╔══

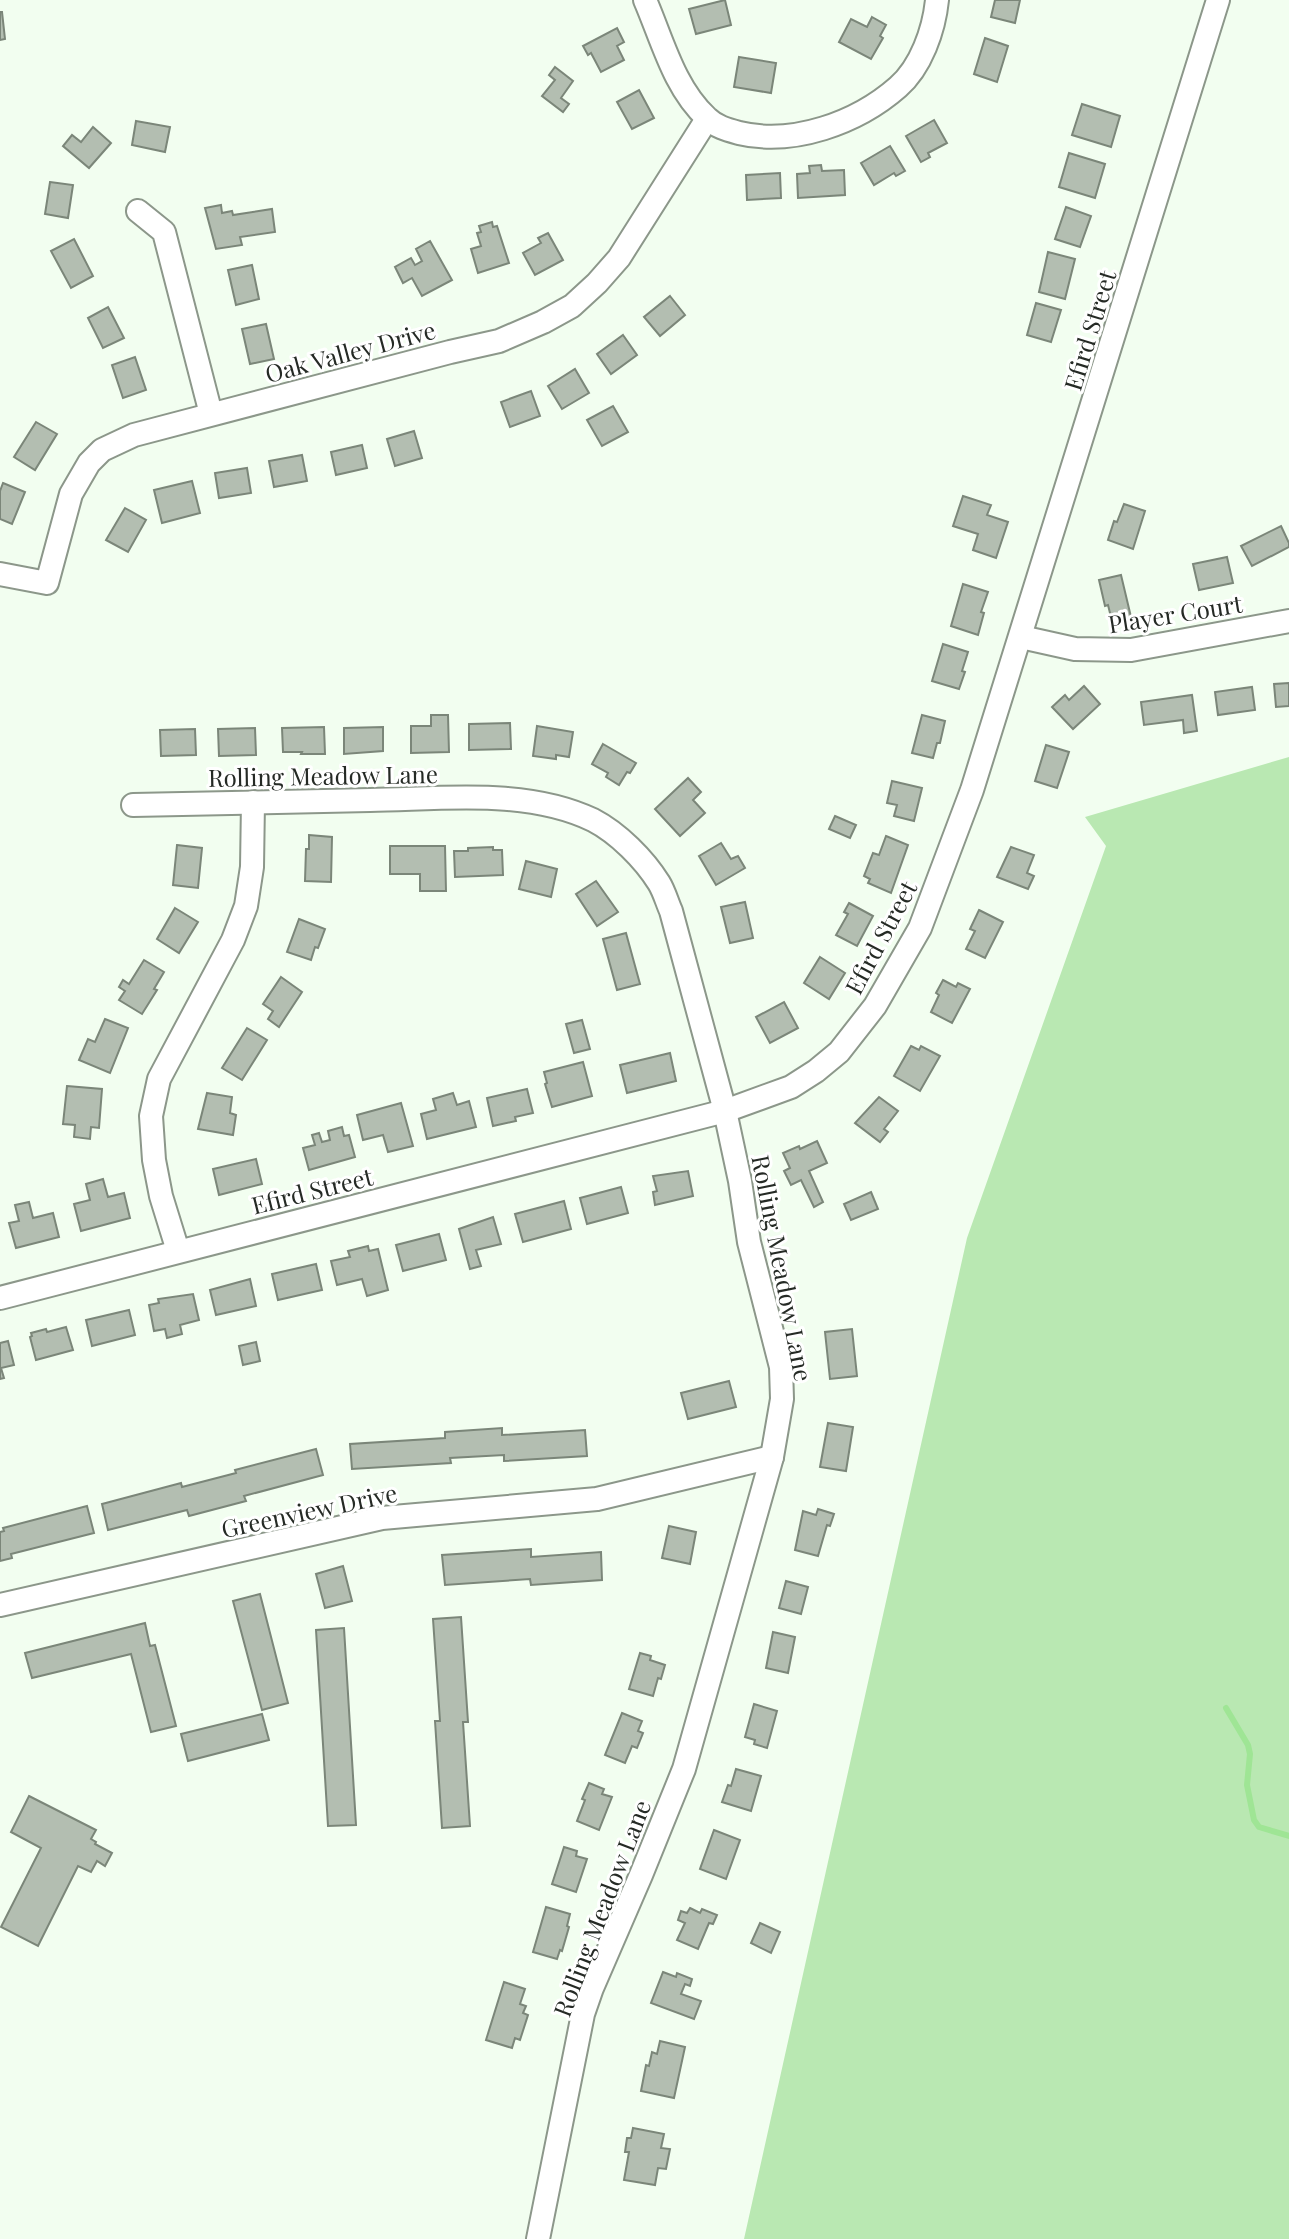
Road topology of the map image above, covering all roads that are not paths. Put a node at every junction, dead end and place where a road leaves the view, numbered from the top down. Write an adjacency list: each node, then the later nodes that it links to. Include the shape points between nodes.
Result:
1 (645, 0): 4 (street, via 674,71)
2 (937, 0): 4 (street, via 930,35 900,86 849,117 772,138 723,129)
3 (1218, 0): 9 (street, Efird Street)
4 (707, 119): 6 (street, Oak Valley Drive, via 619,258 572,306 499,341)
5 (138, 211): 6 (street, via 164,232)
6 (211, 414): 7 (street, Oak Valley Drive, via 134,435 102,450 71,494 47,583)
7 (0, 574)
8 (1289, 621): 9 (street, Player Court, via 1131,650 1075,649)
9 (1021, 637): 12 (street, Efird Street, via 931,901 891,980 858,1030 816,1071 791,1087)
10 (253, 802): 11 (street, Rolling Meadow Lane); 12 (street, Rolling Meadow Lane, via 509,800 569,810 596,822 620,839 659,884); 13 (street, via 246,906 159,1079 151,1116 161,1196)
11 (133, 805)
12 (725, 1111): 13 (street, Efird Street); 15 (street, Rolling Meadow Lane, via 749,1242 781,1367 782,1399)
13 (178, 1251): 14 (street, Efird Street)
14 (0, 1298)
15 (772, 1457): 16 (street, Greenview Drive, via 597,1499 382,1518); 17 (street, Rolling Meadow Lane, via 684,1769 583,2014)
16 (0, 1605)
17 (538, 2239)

╚══
╔══

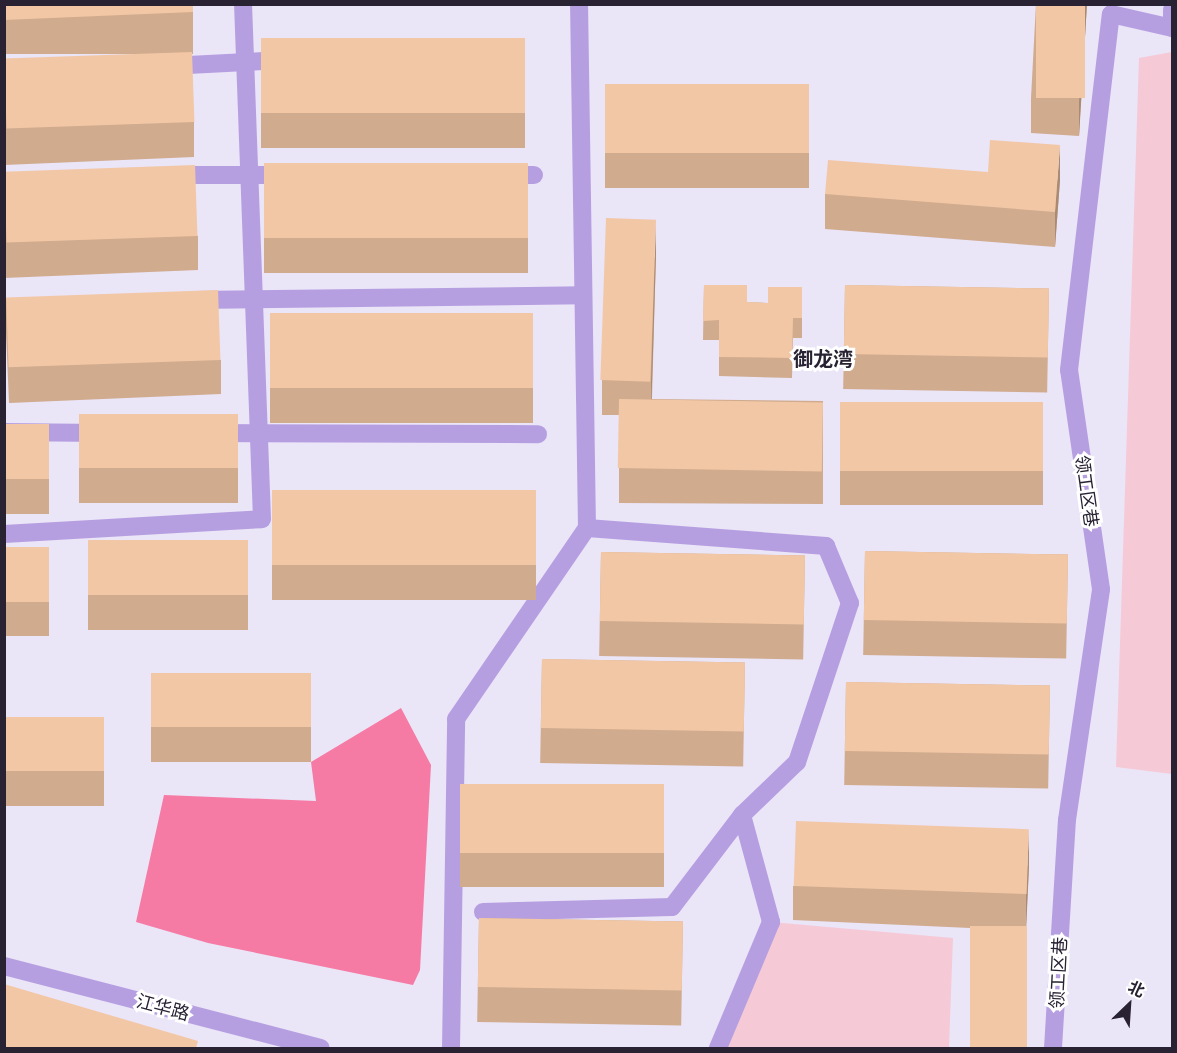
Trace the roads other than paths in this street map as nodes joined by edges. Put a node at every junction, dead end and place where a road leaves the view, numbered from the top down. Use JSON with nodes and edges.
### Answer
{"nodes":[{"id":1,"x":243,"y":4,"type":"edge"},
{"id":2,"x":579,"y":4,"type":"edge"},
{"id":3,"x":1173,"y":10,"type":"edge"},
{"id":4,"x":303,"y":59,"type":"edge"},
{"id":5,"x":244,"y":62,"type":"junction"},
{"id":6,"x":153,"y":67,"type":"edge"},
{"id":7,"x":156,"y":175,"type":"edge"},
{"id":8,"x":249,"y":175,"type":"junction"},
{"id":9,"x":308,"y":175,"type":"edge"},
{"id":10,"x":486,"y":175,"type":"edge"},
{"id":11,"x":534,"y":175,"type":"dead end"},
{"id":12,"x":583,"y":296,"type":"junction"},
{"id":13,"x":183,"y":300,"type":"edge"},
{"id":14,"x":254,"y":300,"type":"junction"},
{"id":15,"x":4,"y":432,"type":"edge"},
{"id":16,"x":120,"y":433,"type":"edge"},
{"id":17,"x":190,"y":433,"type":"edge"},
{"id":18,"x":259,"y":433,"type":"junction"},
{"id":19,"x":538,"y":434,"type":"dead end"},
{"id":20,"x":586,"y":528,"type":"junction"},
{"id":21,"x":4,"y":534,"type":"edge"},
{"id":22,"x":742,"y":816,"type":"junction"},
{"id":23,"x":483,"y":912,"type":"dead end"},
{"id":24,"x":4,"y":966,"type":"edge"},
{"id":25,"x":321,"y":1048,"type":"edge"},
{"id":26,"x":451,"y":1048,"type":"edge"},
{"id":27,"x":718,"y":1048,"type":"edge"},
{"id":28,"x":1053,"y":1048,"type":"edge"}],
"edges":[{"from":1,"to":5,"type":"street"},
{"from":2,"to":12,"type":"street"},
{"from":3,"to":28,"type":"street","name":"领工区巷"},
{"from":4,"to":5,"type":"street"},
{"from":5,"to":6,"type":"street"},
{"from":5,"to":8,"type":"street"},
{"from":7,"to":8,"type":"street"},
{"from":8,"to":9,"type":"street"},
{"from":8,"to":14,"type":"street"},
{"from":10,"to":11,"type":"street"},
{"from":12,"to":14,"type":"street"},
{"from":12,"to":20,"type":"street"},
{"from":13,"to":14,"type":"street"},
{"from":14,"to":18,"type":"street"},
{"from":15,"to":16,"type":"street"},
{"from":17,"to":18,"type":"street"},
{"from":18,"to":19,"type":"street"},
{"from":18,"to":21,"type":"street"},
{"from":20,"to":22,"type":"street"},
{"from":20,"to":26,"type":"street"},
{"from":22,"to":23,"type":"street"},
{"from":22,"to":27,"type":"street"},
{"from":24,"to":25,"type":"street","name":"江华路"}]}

╚══

● **Problem to work on**: When the string "roads" appears in a line of the records above, that line is to be copied.

● **Result of the exercise**:
Road topology of the map image above, covering all roads that are not paths. Put a node at every junction, dead end and place where a road leaves the view, numbered from the top down. Write an adjacency list: each node, then the later nodes that it links to. Include the shape points between nodes.
Trace the roads other than paths in this street map as nodes joined by edges. Put a node at every junction, dead end and place where a road leaves the view, numbered from the top down. Use JSON with nodes and edges.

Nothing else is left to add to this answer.